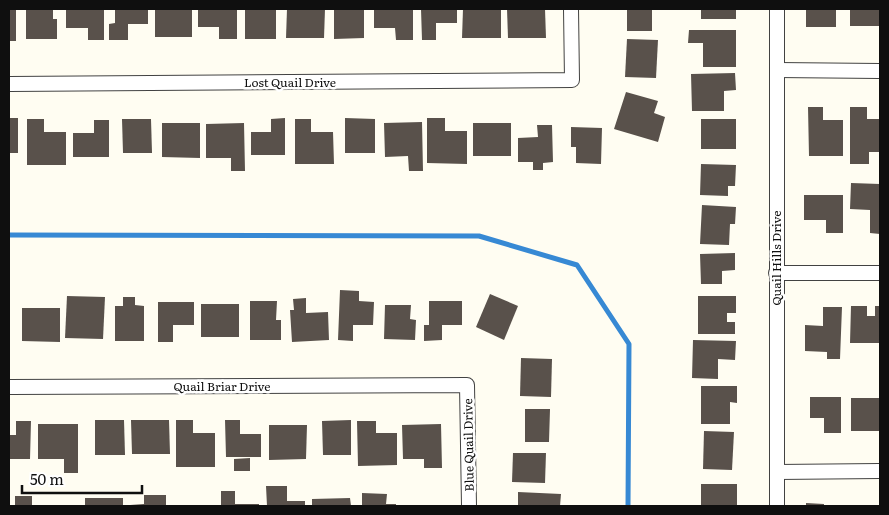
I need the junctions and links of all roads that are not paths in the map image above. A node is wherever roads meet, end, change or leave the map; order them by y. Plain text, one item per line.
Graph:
1 (571, 9) edge
2 (777, 9) edge
3 (777, 70) junction
4 (880, 71) edge
5 (9, 84) edge
6 (776, 273) junction
7 (880, 273) edge
8 (436, 385) joint
9 (9, 387) edge
10 (776, 472) junction
11 (880, 472) edge
12 (469, 506) edge
13 (777, 506) edge

1 - 5 street, Lost Quail Drive
2 - 3 street, Quail Hills Drive
3 - 4 street
3 - 6 street, Quail Hills Drive
6 - 7 street
6 - 10 street, Quail Hills Drive
8 - 9 street, Quail Briar Drive
8 - 12 street, Blue Quail Drive
10 - 11 street
10 - 13 street, Quail Hills Drive

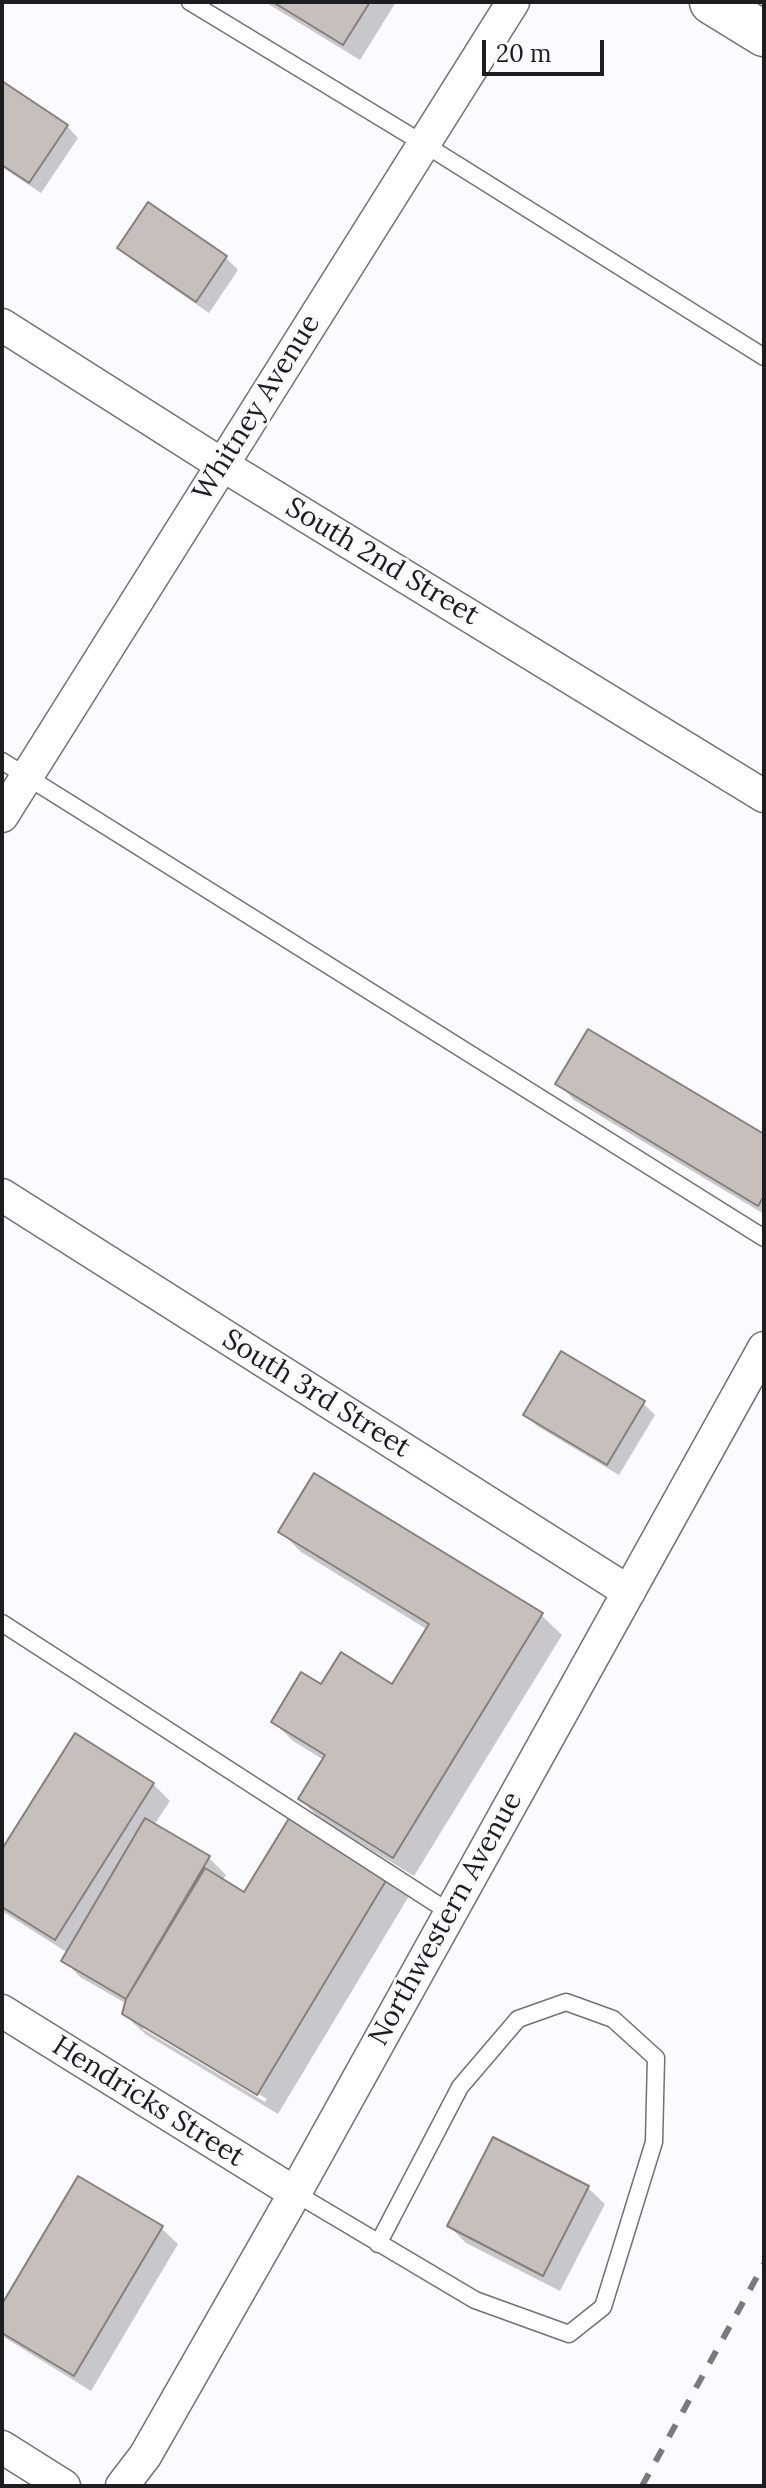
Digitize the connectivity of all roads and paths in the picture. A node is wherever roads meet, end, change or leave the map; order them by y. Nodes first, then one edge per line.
1 (190, 2) edge
2 (513, 2) edge
3 (712, 2) edge
4 (764, 34) edge
5 (424, 144) junction
6 (2, 325) edge
7 (764, 357) edge
8 (221, 464) junction
9 (14, 769) edge
10 (764, 796) edge
11 (2, 816) edge
12 (2, 1195) edge
13 (764, 1238) edge
14 (764, 1348) edge
15 (629, 1592) junction
16 (2, 1623) edge
17 (449, 1912) junction
18 (2, 2011) edge
19 (295, 2193) junction
20 (378, 2244) junction
21 (2, 2447) edge
22 (64, 2486) edge
23 (122, 2486) edge

1 - 5 lane
2 - 5 street, Whitney Avenue
3 - 4 main road
5 - 7 lane
5 - 8 street, Whitney Avenue
6 - 8 street, South 2nd Street
8 - 9 street, Whitney Avenue
8 - 10 street, South 2nd Street
9 - 11 street, Whitney Avenue
9 - 13 lane
12 - 15 street, South 3rd Street
14 - 15 street, Northwestern Avenue
15 - 17 street, Northwestern Avenue
16 - 17 lane
17 - 19 street, Northwestern Avenue
18 - 19 street, Hendricks Street
19 - 20 lane
19 - 23 street, Northwestern Avenue
20 - 20 lane
21 - 22 street

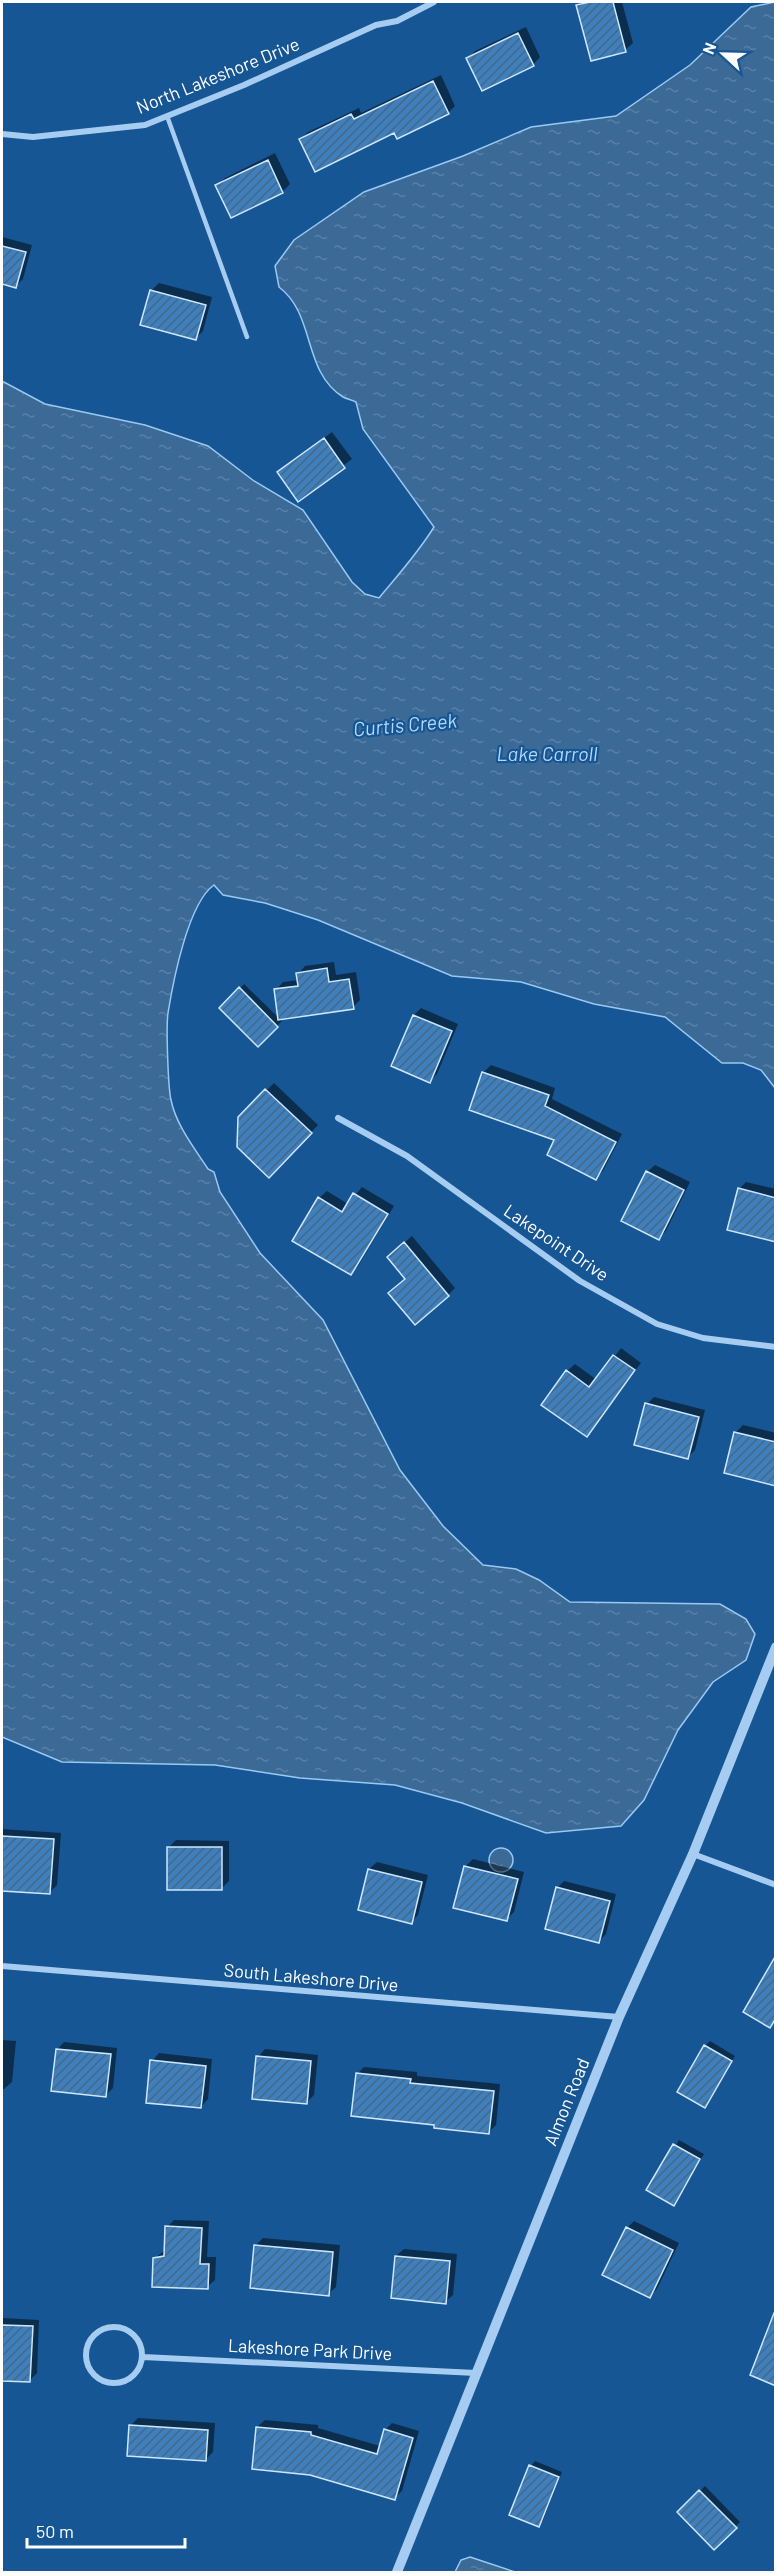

:::::

» AIM OF THE EXERCISE
Would you retype the listing above exactly, omitting its pictures?

» ANSWER SECTION
I need the junctions and links of all roads that are not paths in the map image above. A node is wherever roads meet, end, change or leave the map; order them by y. Plain text, one item per line.
Graph:
1 (571, 9) edge
2 (777, 9) edge
3 (777, 70) junction
4 (880, 71) edge
5 (9, 84) edge
6 (776, 273) junction
7 (880, 273) edge
8 (436, 385) joint
9 (9, 387) edge
10 (776, 472) junction
11 (880, 472) edge
12 (469, 506) edge
13 (777, 506) edge

1 - 5 street, Lost Quail Drive
2 - 3 street, Quail Hills Drive
3 - 4 street
3 - 6 street, Quail Hills Drive
6 - 7 street
6 - 10 street, Quail Hills Drive
8 - 9 street, Quail Briar Drive
8 - 12 street, Blue Quail Drive
10 - 11 street
10 - 13 street, Quail Hills Drive

Digitize the connectivity of all roads and paths in the picture. A node is wherever roads meet, end, change or leave the map; order them by y. Nodes first, then one edge per line.
1 (190, 2) edge
2 (513, 2) edge
3 (712, 2) edge
4 (764, 34) edge
5 (424, 144) junction
6 (2, 325) edge
7 (764, 357) edge
8 (221, 464) junction
9 (14, 769) edge
10 (764, 796) edge
11 (2, 816) edge
12 (2, 1195) edge
13 (764, 1238) edge
14 (764, 1348) edge
15 (629, 1592) junction
16 (2, 1623) edge
17 (449, 1912) junction
18 (2, 2011) edge
19 (295, 2193) junction
20 (378, 2244) junction
21 (2, 2447) edge
22 (64, 2486) edge
23 (122, 2486) edge

1 - 5 lane
2 - 5 street, Whitney Avenue
3 - 4 main road
5 - 7 lane
5 - 8 street, Whitney Avenue
6 - 8 street, South 2nd Street
8 - 9 street, Whitney Avenue
8 - 10 street, South 2nd Street
9 - 11 street, Whitney Avenue
9 - 13 lane
12 - 15 street, South 3rd Street
14 - 15 street, Northwestern Avenue
15 - 17 street, Northwestern Avenue
16 - 17 lane
17 - 19 street, Northwestern Avenue
18 - 19 street, Hendricks Street
19 - 20 lane
19 - 23 street, Northwestern Avenue
20 - 20 lane
21 - 22 street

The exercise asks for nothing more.